Problem
Among the entries below, extract exactly the lines that run from the one with "pinky tip: (826, 774)" through the one with "middle dip: (1096, 743)", both ends included.

[People photos with keypoints]
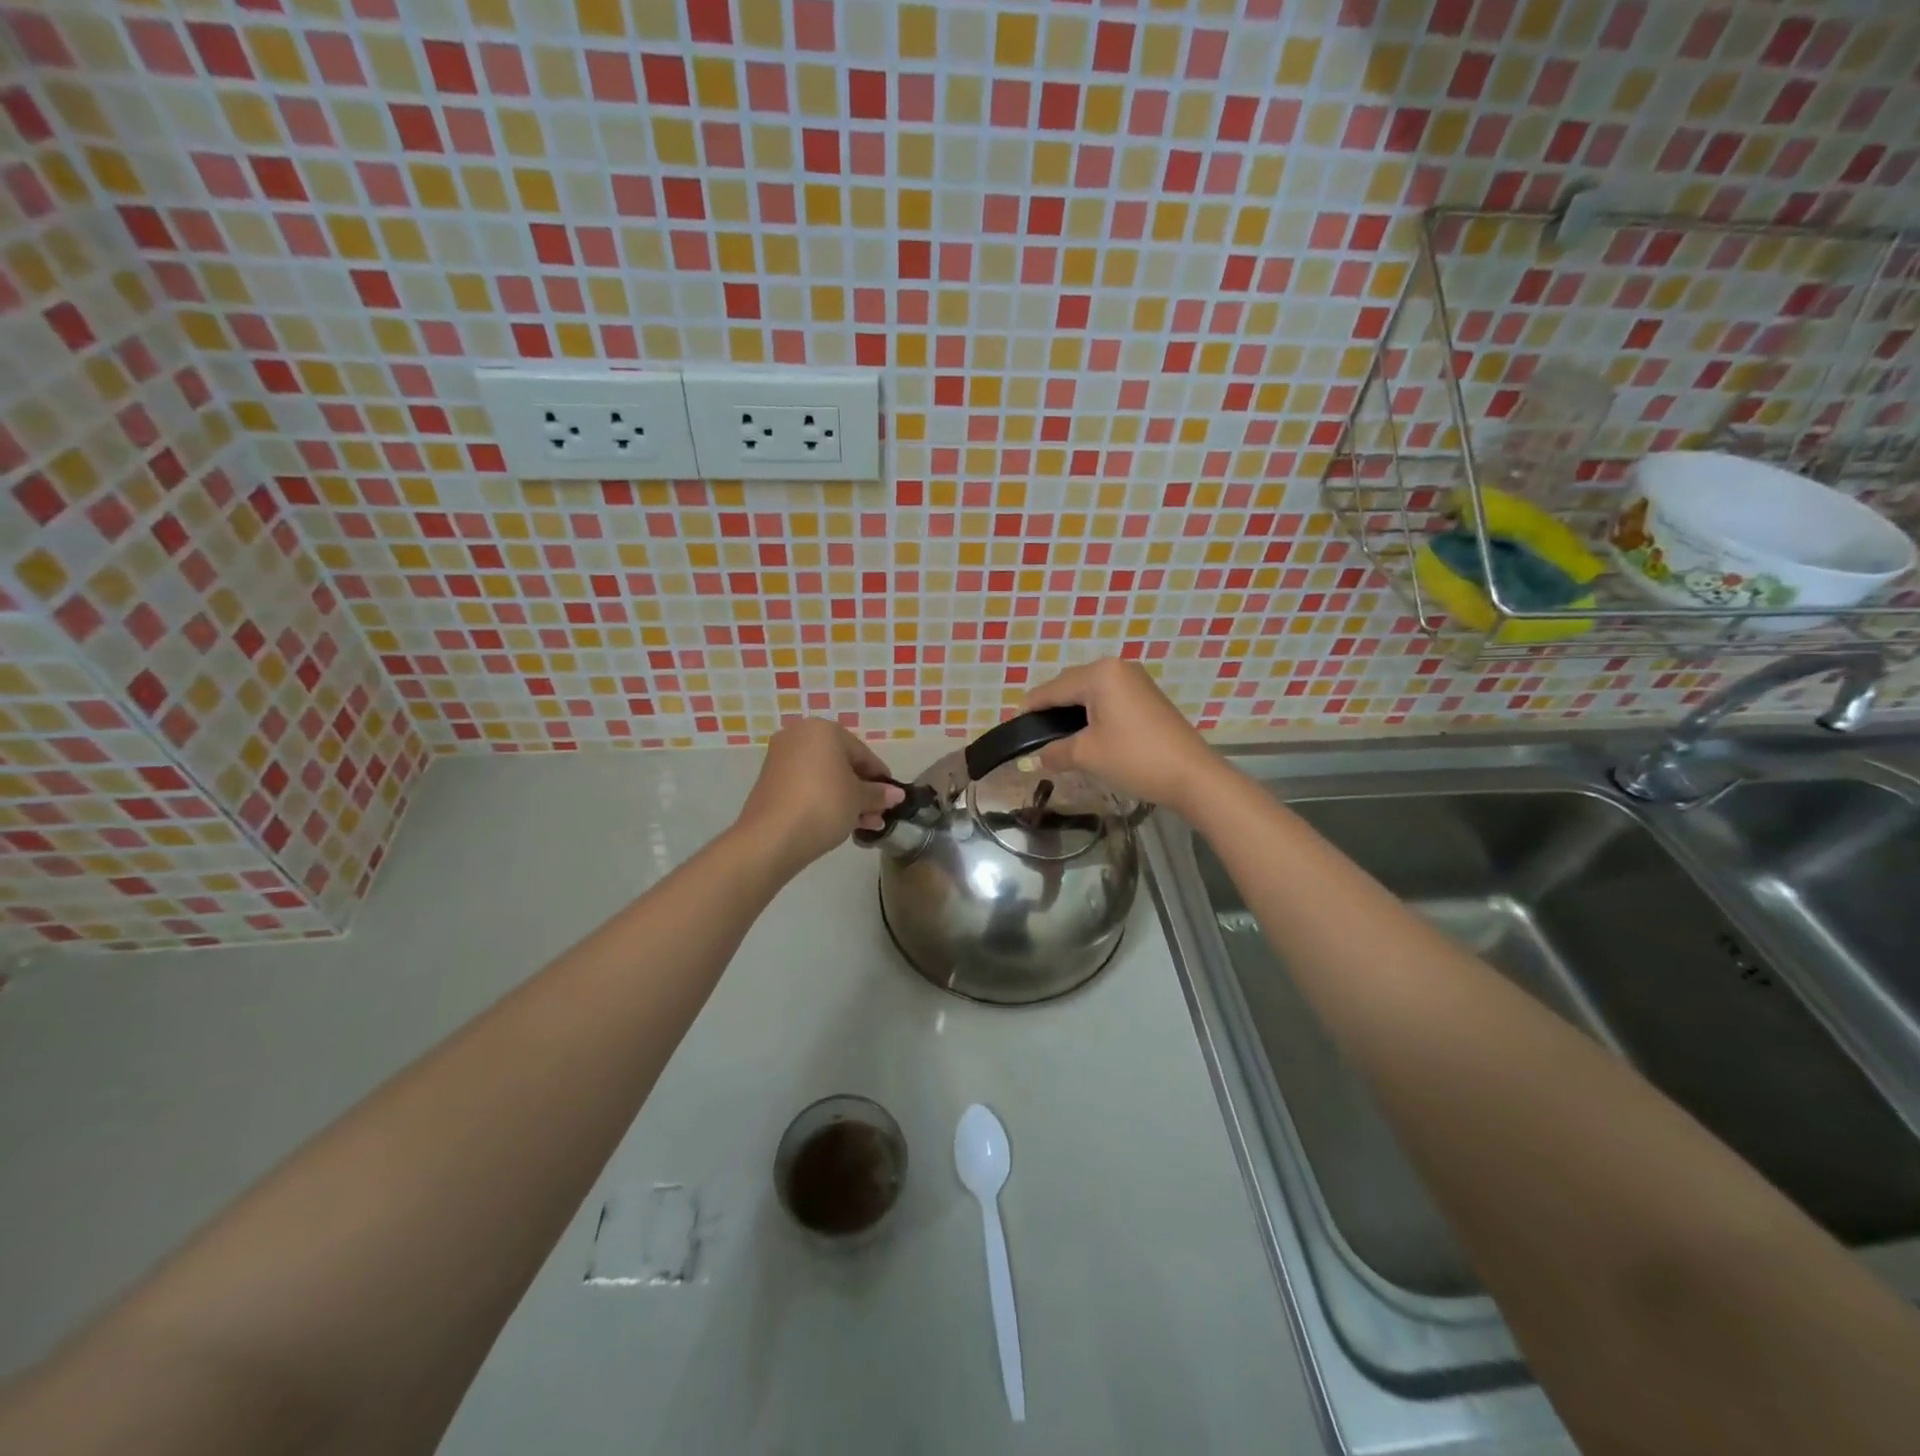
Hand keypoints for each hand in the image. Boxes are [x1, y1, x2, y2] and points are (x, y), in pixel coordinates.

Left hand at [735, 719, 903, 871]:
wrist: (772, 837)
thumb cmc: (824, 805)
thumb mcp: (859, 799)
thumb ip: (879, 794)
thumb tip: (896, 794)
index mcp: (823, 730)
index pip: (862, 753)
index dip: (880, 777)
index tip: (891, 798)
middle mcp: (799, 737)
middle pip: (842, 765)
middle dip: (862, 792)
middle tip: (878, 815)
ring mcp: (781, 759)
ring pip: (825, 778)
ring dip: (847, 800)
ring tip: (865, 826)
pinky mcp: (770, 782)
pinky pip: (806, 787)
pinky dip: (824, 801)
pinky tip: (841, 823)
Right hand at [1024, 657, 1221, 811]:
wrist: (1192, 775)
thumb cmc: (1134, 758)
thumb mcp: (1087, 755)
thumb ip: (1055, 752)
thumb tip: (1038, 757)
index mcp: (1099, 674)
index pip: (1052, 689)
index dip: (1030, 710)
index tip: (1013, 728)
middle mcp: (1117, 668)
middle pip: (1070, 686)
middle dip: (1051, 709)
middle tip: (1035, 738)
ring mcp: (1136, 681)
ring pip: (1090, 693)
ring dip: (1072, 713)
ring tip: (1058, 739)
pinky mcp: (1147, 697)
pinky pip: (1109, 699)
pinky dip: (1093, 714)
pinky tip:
---
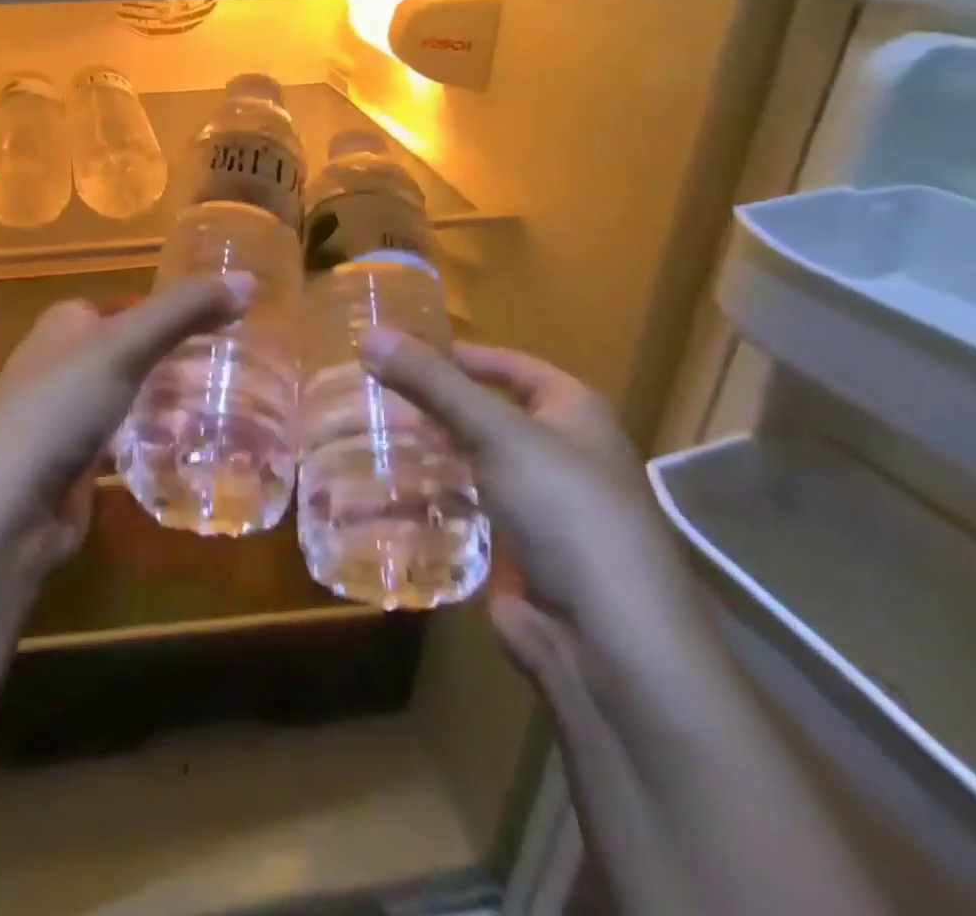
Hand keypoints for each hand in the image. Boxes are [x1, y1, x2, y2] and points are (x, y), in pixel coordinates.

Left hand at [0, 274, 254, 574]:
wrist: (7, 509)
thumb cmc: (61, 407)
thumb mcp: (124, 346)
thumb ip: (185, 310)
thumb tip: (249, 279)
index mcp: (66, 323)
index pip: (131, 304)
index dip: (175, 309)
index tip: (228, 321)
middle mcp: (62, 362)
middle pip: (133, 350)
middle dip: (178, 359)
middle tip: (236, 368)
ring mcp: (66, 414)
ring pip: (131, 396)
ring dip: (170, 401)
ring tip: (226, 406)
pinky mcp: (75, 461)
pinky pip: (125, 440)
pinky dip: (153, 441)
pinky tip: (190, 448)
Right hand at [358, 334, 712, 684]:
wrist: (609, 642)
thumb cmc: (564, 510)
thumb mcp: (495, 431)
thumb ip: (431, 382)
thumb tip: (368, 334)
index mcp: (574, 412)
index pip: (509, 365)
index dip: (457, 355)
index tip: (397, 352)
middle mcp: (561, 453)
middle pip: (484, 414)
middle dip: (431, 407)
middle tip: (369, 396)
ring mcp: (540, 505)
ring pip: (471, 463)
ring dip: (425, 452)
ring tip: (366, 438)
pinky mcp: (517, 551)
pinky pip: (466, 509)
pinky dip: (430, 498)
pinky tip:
---
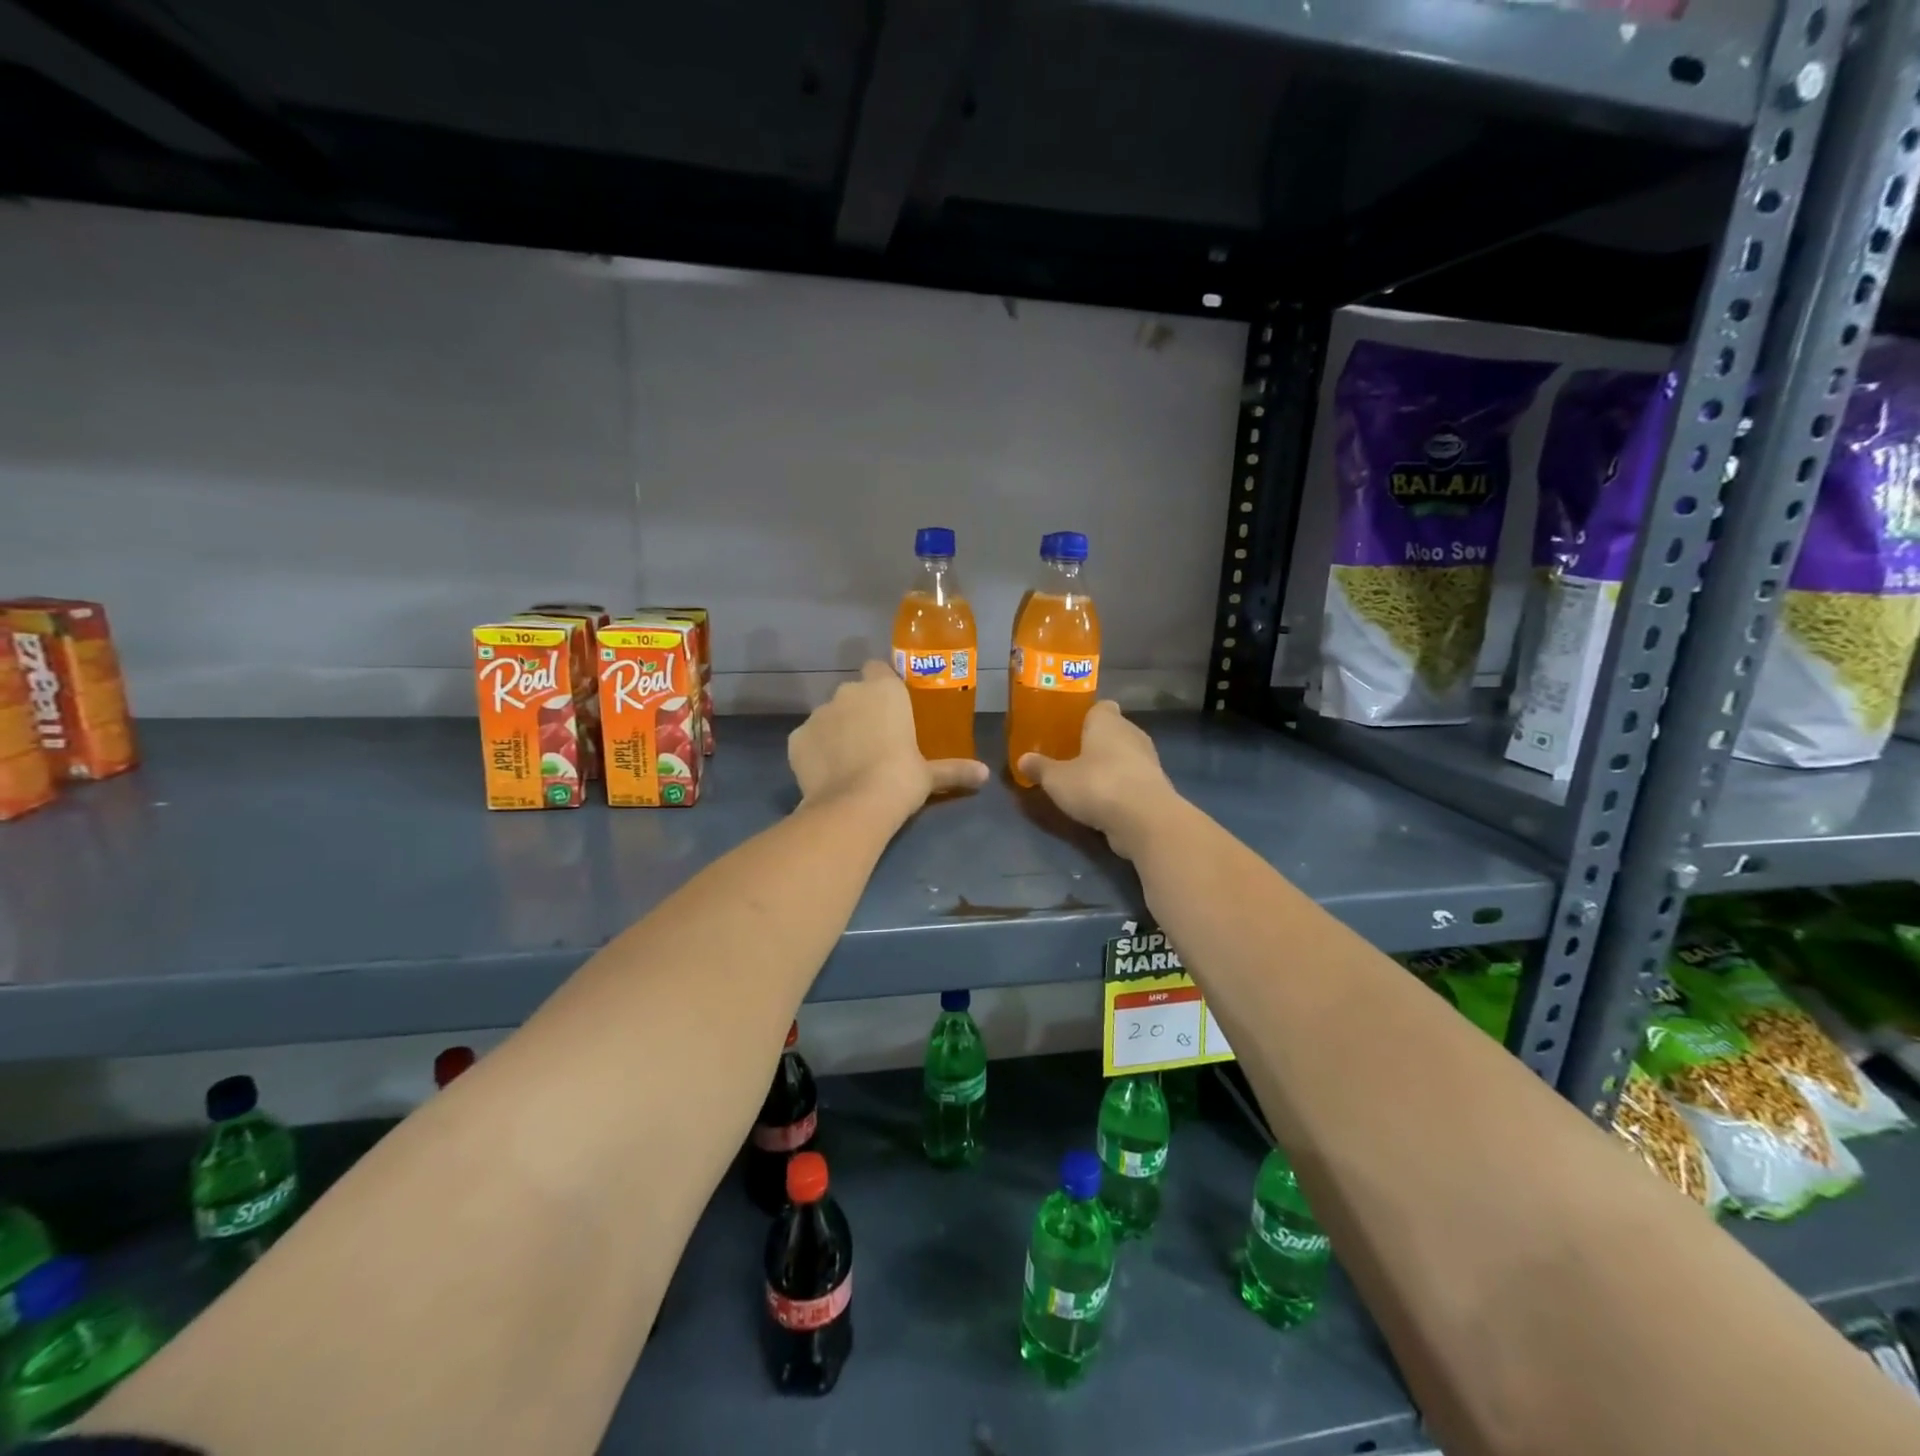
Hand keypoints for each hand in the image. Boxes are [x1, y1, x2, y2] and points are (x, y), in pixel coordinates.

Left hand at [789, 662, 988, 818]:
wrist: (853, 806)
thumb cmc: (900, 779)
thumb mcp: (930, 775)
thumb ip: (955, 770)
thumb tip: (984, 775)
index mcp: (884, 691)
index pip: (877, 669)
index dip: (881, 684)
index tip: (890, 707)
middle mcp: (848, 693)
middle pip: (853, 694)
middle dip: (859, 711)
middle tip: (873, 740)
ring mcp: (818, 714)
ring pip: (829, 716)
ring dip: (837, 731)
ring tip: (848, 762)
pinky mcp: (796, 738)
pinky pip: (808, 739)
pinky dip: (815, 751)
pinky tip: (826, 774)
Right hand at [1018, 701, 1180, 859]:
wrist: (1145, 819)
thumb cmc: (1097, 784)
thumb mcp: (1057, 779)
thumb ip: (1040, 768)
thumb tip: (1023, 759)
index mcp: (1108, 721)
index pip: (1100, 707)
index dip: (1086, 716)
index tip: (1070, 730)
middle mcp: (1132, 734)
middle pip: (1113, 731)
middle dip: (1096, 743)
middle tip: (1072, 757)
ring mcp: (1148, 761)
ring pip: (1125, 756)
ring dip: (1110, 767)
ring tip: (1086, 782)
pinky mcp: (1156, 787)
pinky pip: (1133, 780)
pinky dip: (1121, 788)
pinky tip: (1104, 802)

Answer space
pinky tip: (826, 774)
Right hand at [1018, 701, 1180, 859]:
wrist: (1145, 819)
thumb cmc: (1097, 784)
thumb mcp: (1057, 779)
thumb ip: (1040, 768)
thumb tip: (1023, 759)
index mcp: (1108, 721)
index pip: (1100, 707)
index dip: (1086, 716)
index tip: (1070, 730)
middle mcp: (1132, 734)
middle pip: (1113, 731)
middle dip: (1096, 743)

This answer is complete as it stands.